§ What you should do:
Give only the number of lines in the following entries where "links" appears.

(Stored data entries)

※

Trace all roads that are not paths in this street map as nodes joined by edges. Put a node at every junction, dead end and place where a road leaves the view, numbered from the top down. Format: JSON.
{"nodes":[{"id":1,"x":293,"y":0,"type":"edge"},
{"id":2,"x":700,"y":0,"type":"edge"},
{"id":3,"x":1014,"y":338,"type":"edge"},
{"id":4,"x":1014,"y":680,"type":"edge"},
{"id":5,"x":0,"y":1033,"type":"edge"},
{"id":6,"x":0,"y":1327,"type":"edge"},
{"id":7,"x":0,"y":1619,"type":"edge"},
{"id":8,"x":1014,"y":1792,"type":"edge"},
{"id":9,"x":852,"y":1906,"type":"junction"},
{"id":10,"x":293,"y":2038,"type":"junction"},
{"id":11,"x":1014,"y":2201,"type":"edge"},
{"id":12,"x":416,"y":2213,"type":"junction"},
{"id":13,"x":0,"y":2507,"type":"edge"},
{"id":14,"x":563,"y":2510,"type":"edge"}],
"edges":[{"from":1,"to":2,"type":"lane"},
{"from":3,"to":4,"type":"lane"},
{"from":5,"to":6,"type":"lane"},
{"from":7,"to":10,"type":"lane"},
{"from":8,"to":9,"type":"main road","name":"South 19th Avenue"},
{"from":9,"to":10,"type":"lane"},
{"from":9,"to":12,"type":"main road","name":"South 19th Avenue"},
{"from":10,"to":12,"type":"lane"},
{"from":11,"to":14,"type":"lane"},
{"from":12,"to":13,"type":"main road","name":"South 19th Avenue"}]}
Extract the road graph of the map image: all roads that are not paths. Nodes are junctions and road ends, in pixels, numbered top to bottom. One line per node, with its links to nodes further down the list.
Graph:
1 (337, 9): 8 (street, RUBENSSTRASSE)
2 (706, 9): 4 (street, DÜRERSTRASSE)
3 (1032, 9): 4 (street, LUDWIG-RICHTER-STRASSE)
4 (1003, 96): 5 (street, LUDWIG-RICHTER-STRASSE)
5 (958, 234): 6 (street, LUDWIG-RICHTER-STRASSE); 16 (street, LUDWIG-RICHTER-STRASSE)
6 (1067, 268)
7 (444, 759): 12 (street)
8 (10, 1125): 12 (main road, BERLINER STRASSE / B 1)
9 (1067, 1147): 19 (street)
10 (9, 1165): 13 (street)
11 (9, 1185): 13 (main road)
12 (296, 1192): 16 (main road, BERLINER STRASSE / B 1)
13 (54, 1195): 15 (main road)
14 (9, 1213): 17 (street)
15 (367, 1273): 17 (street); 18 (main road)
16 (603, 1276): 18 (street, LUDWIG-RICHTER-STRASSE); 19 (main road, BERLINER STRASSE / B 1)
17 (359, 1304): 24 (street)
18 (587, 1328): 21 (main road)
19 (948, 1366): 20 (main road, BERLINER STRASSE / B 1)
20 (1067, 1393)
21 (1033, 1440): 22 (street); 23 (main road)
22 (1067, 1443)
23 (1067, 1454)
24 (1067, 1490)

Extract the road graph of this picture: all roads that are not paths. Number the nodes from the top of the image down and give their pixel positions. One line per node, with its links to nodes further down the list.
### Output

※

§ Response box:
2